Film Review: The Road

In Arts, Brag 347 (February 1), Film Reviews on February 1, 2010 at 8:56 pm

The Road
Released January 28, 2010

Cormac McCarthy provided the source material for one of the best films of the decade in No Country for Old Men. Now his subsequent Pulitzer Prize-winning novel has been adapted, a brutal portrayal of the remnants of mankind fighting for survival in a post apocalyptic wasteland. If you want a joyous, fun-filled time at the movies, look elsewhere.

A road movie in the purest sense of the term, we follow a father (a superb, restrained Viggo Mortensen) and son (young Australian Kodi Smit-McPhee) attempting to make their way to the sea in the hopes of warmer weather. Their most dangerous challenge, more so than the vicious cold or of finding food, are cannibals armed with more than just their peculiar appetite. The full extent of this disturbingly plausible savagery is only glimpsed, but still produces the required quota of queasiness.

The source of the holocaust is not explained, making the film contained and emphasizing the central dilemma: just how far is one willing to go to survive?

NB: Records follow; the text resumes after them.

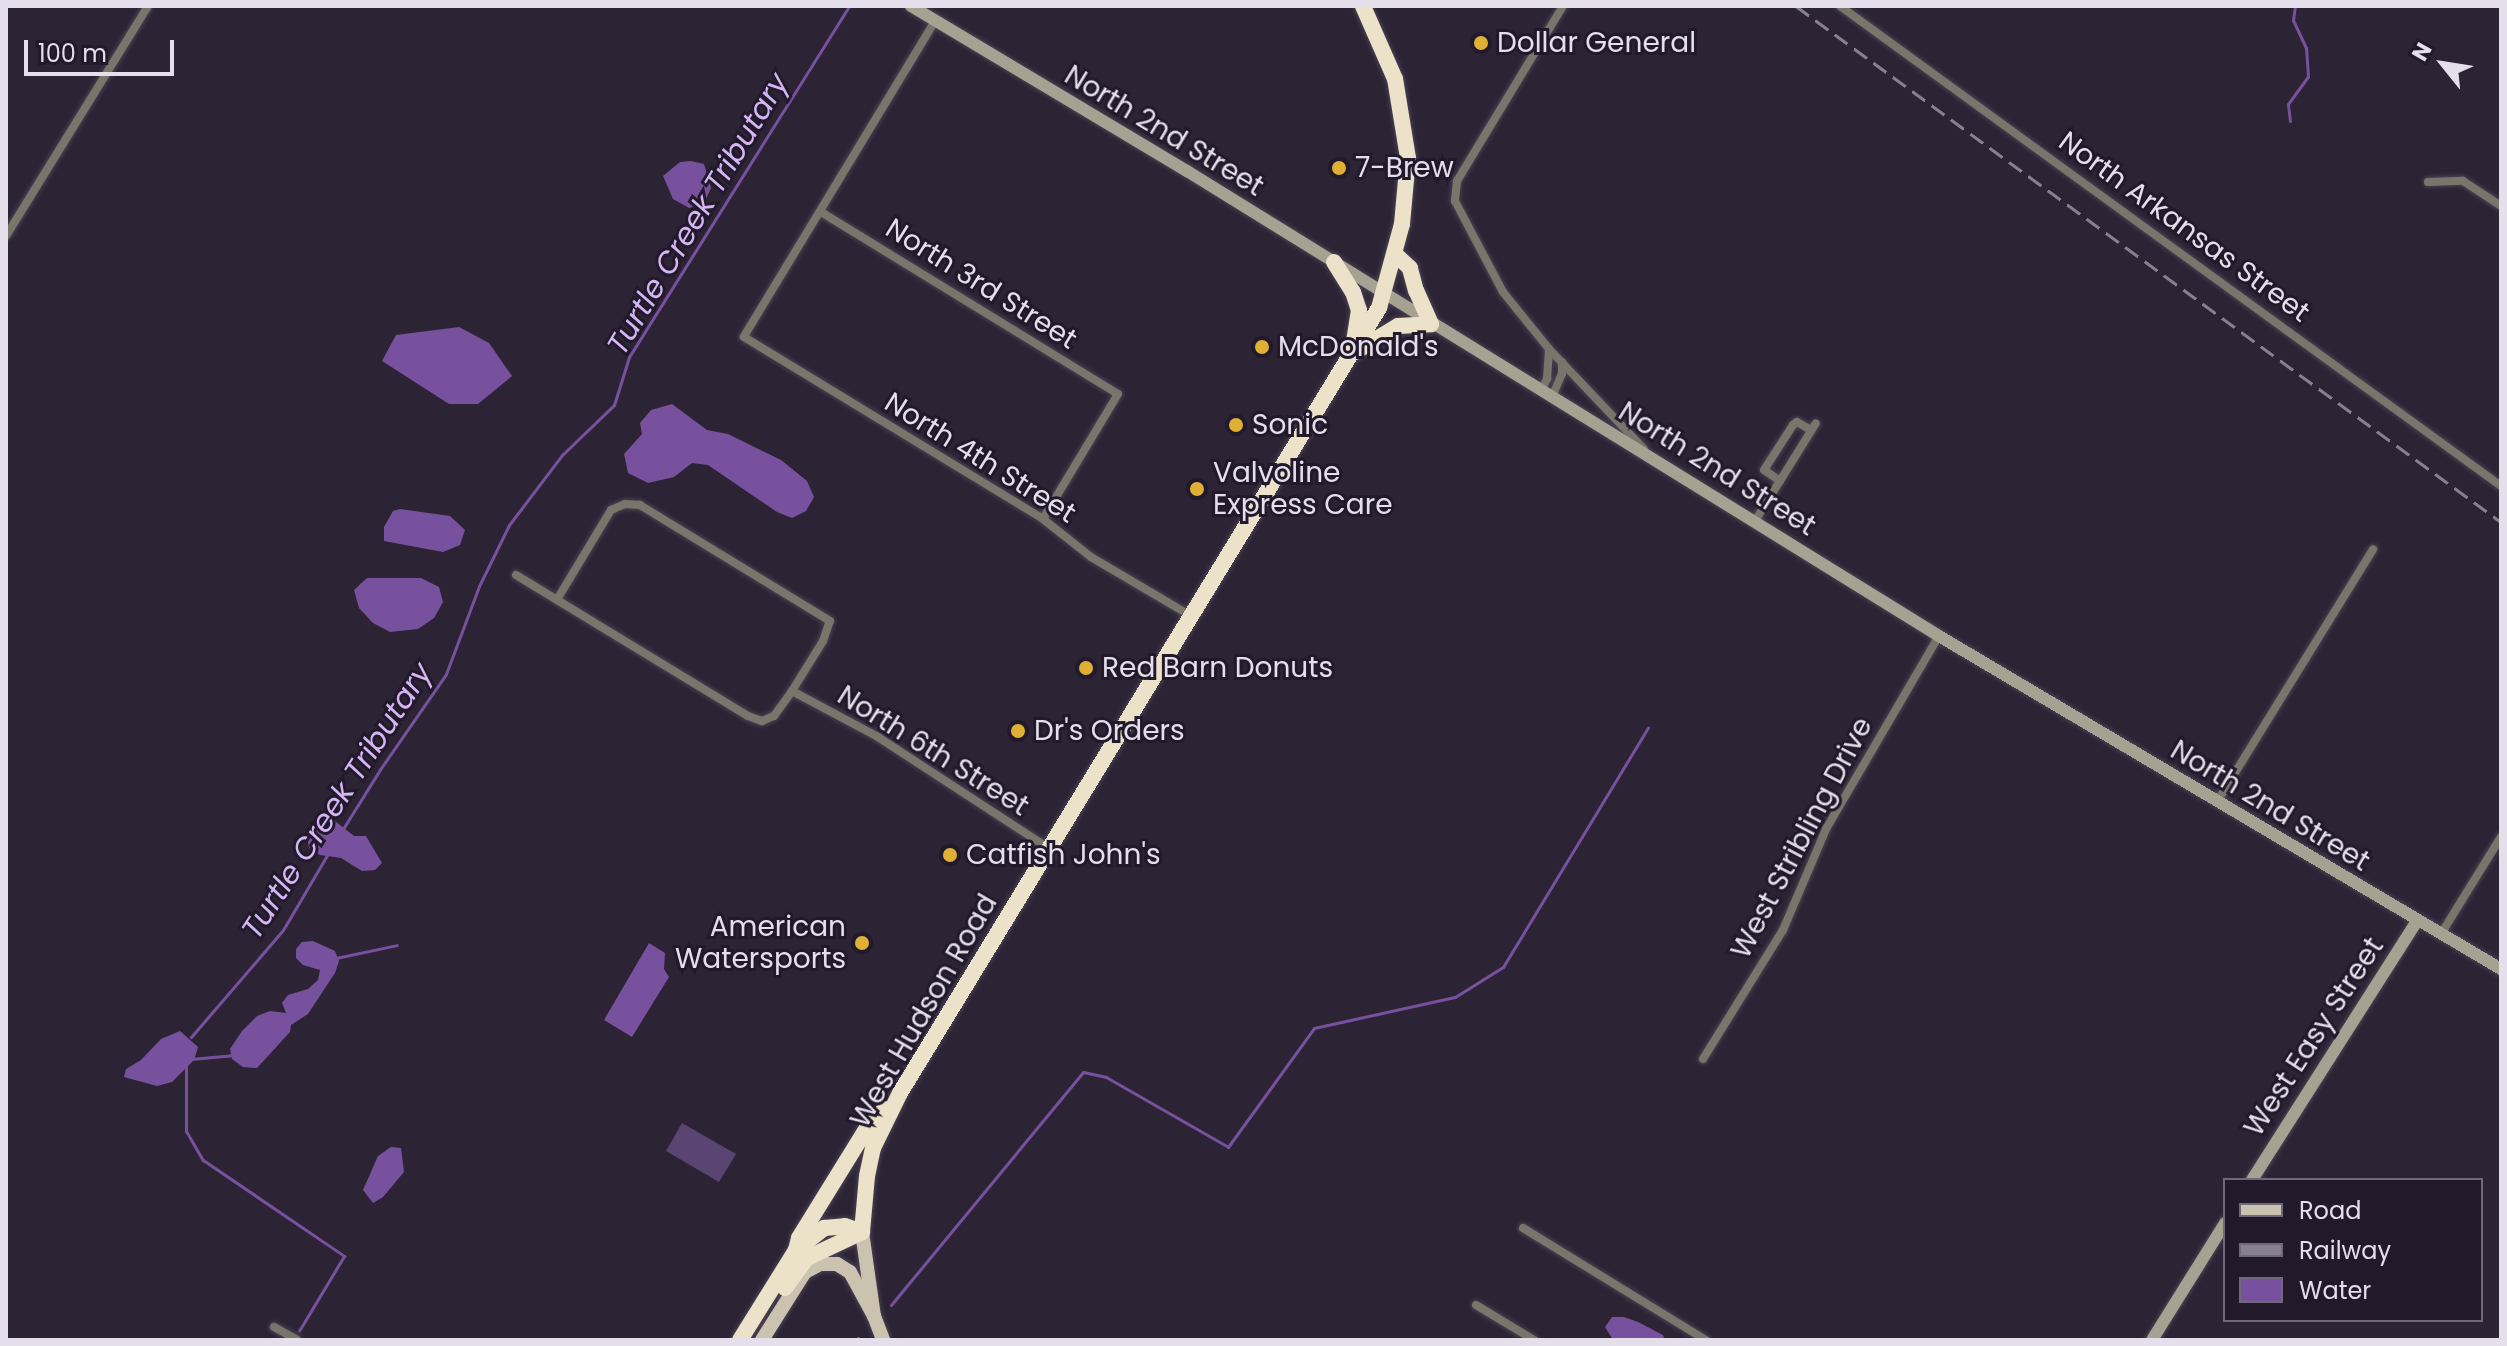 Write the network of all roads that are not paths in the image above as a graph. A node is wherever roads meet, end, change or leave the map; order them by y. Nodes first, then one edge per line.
1 (148, 6) edge
2 (911, 6) edge
3 (1363, 6) edge
4 (1563, 6) edge
5 (1840, 6) edge
6 (935, 21) junction
7 (2428, 182) dead end
8 (2501, 206) edge
9 (821, 212) junction
10 (6, 236) edge
11 (1396, 255) junction
12 (1334, 262) junction
13 (1384, 293) junction
14 (1431, 324) junction
15 (1549, 349) junction
16 (1351, 355) junction
17 (1562, 362) junction
18 (1547, 393) junction
19 (1649, 454) junction
20 (1780, 481) junction
21 (2501, 486) edge
22 (1043, 519) junction
23 (1755, 521) junction
24 (2373, 549) dead end
25 (516, 575) dead end
26 (558, 598) junction
27 (1192, 617) junction
28 (1939, 636) junction
29 (792, 691) junction
30 (2217, 802) junction
31 (2501, 837) edge
32 (1050, 849) junction
33 (2417, 921) junction
34 (2441, 934) junction
35 (2501, 969) edge
36 (1703, 1059) dead end
37 (900, 1093) junction
38 (2253, 1178) edge
39 (2223, 1226) edge
40 (1523, 1228) dead end
41 (862, 1232) junction
42 (796, 1250) junction
43 (1476, 1305) dead end
44 (874, 1316) junction
45 (274, 1327) dead end
46 (1703, 1339) edge
47 (297, 1340) edge
48 (740, 1340) edge
49 (753, 1340) edge
50 (762, 1340) edge
51 (883, 1340) edge
52 (1534, 1340) edge
53 (2152, 1340) edge

1 - 10 street
2 - 6 main road, North 2nd Street
3 - 11 highway, West Hudson Road
4 - 15 street
5 - 21 street, North Arkansas Street
6 - 9 street
6 - 12 main road, North 2nd Street
7 - 8 street
9 - 22 street, North 3rd Street
9 - 22 street, North 4th Street
11 - 13 highway, West Hudson Road
11 - 14 highway
12 - 13 main road, North 2nd Street
12 - 16 highway
13 - 14 main road, North 2nd Street
13 - 16 highway, West Hudson Road
14 - 16 highway
14 - 18 main road, North 2nd Street
15 - 17 street
15 - 18 street
16 - 27 highway, West Hudson Road
17 - 18 street
17 - 19 street
18 - 19 main road, North 2nd Street
19 - 23 main road, North 2nd Street
20 - 20 street
20 - 23 street
22 - 27 street, North 4th Street
23 - 28 main road, North 2nd Street
24 - 30 street
25 - 26 street
26 - 29 street
26 - 29 street
27 - 32 highway, West Hudson Road
28 - 30 main road, North 2nd Street
28 - 36 street, West Stribling Drive
29 - 32 street, North 6th Street
30 - 33 main road, North 2nd Street
31 - 34 street
32 - 37 highway, West Hudson Road
33 - 34 main road, North 2nd Street
33 - 38 main road, West Easy Street
34 - 35 main road, North 2nd Street
37 - 41 highway, West Hudson Road
37 - 42 highway
39 - 53 main road
40 - 46 street
41 - 42 highway
41 - 44 main road
41 - 49 highway
42 - 48 highway
43 - 52 street
44 - 50 main road
44 - 51 main road
45 - 47 street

This juxtaposition forms the centre of the relationship with between the father, determined to ensure his son’s survival no matter the cost, and the son, who clings closer to accepted, civilized morals.

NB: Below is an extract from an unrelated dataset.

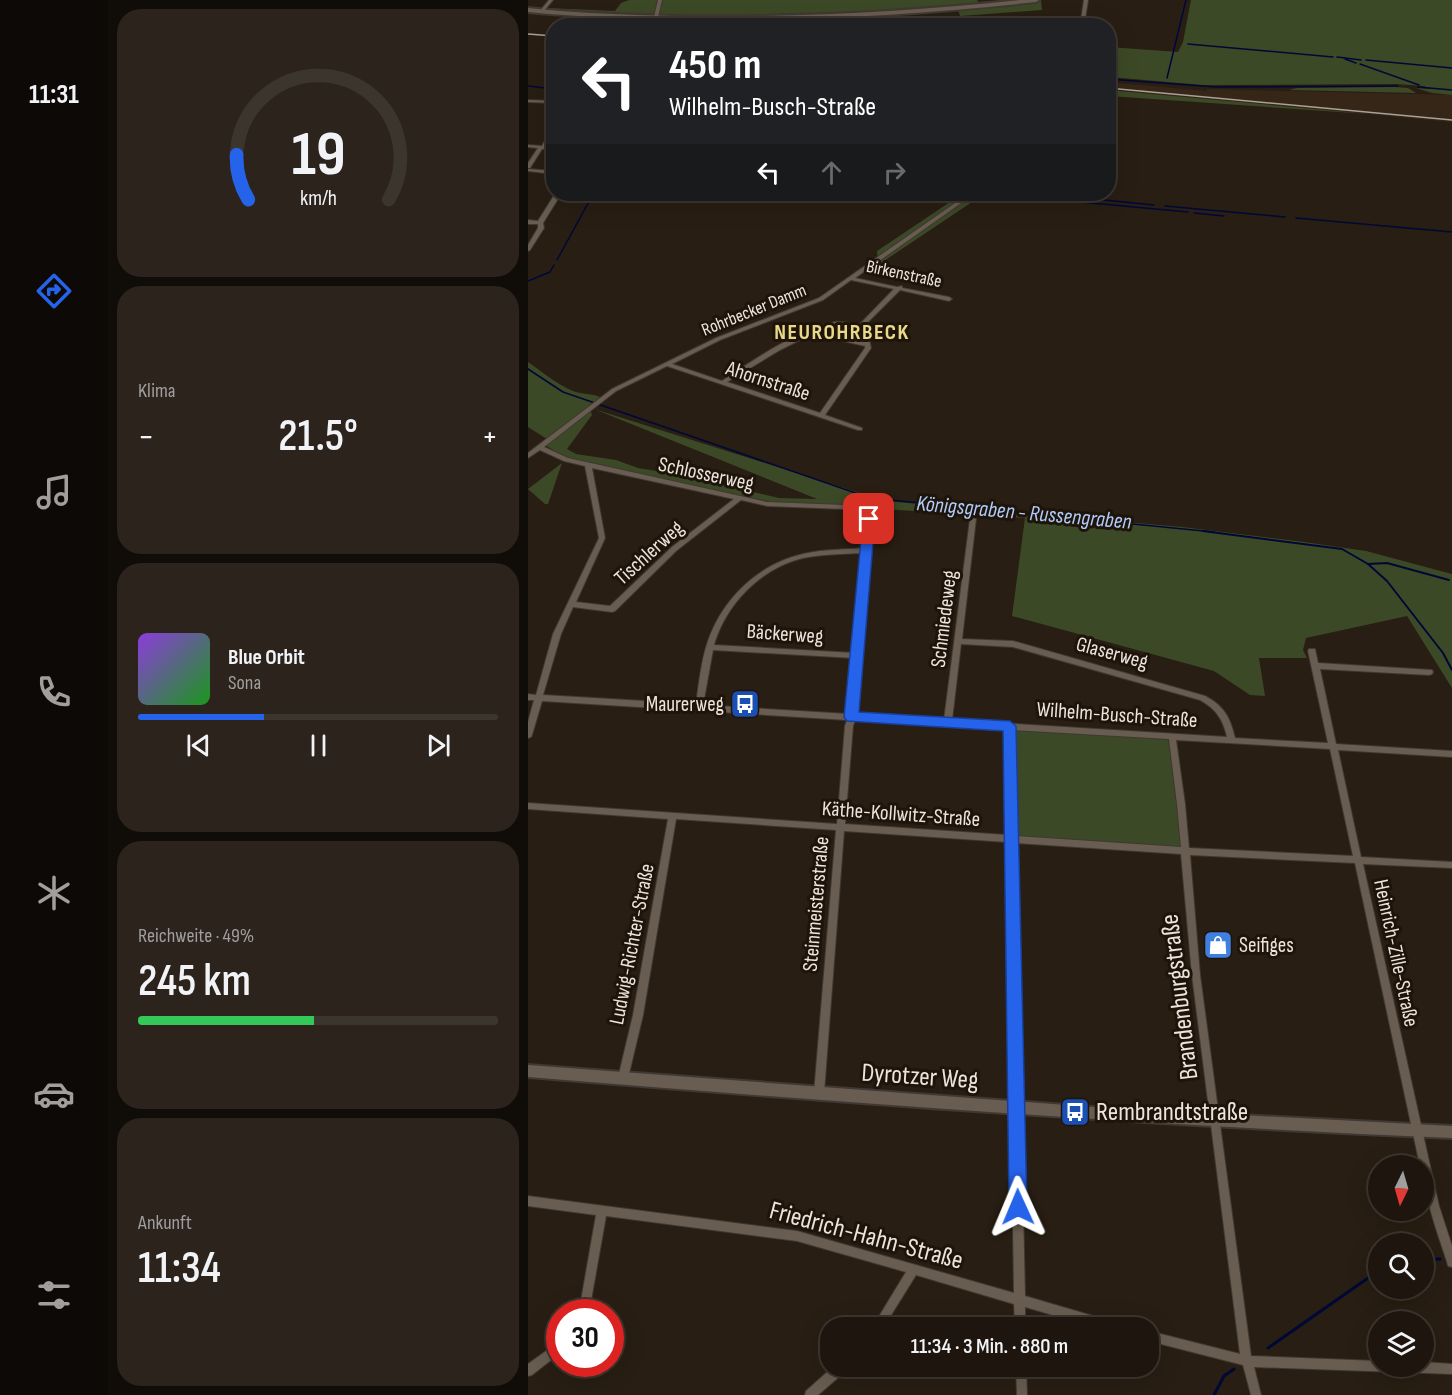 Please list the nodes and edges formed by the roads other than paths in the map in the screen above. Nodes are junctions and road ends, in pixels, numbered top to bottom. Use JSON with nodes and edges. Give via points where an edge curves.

The father’s determination in part stems from the death of his wife (Charlize Theron), who chose her fate in preference to mere animalistic survival which she found distasteful. Don’t let the trailers fool you, though, her presence is fleeting and her story told in flashback.

I have not read the novel, but from the film one can easily get the feeling of McCarthy’s sparse punctuation-devoid prose and the overwhelming desolation of his world. Despite this, some characters, such as a dying old man played by an unrecognisable Robert Duvall, still retain their humanity amongst the horror.

And that, perhaps, is the film’s weakness. There are elements (I read) that have been softened from the novel (spit-roasted newborns, anyone?) and there are moments of promise that verge on sentimentality. It might be an odd claim for such a dark film, but one feels they almost didn’t go far enough.